• [TASK OBJECTIVE]:
In the records below, find the line with "index dip: (306, 182)"; retype that line and all the following lines through the end, exactly, and add nothing.

(Dataset items)
──────────

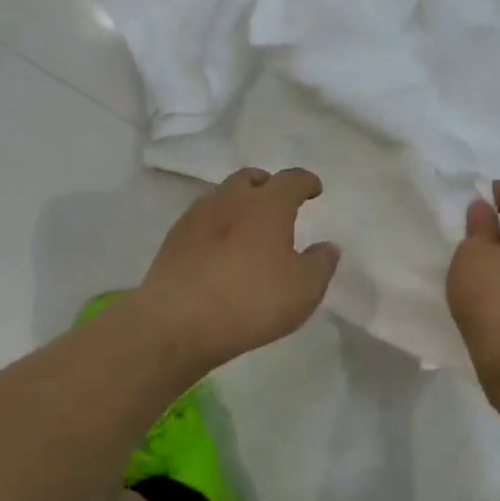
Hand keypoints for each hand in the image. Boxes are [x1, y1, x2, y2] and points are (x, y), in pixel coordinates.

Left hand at [136, 167, 339, 371]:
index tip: (314, 190)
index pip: (291, 180)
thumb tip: (326, 247)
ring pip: (222, 196)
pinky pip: (201, 220)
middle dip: (268, 185)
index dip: (306, 182)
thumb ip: (321, 263)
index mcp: (268, 205)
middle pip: (250, 178)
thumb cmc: (251, 301)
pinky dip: (217, 226)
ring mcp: (196, 217)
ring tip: (248, 226)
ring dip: (239, 203)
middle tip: (278, 203)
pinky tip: (220, 249)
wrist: (177, 322)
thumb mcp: (304, 289)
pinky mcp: (173, 240)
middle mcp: (230, 200)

──────────

• [SOLVED EXERCISE]:
index dip: (306, 182)
thumb ip: (321, 263)
index mcp: (268, 205)
middle pip: (250, 178)
thumb cmc: (251, 301)
pinky dip: (217, 226)
ring mcp: (196, 217)
ring tip: (248, 226)
ring dip: (239, 203)
middle tip: (278, 203)
pinky tip: (220, 249)
wrist: (177, 322)
thumb mcp: (304, 289)
pinky mcp: (173, 240)
middle mcp: (230, 200)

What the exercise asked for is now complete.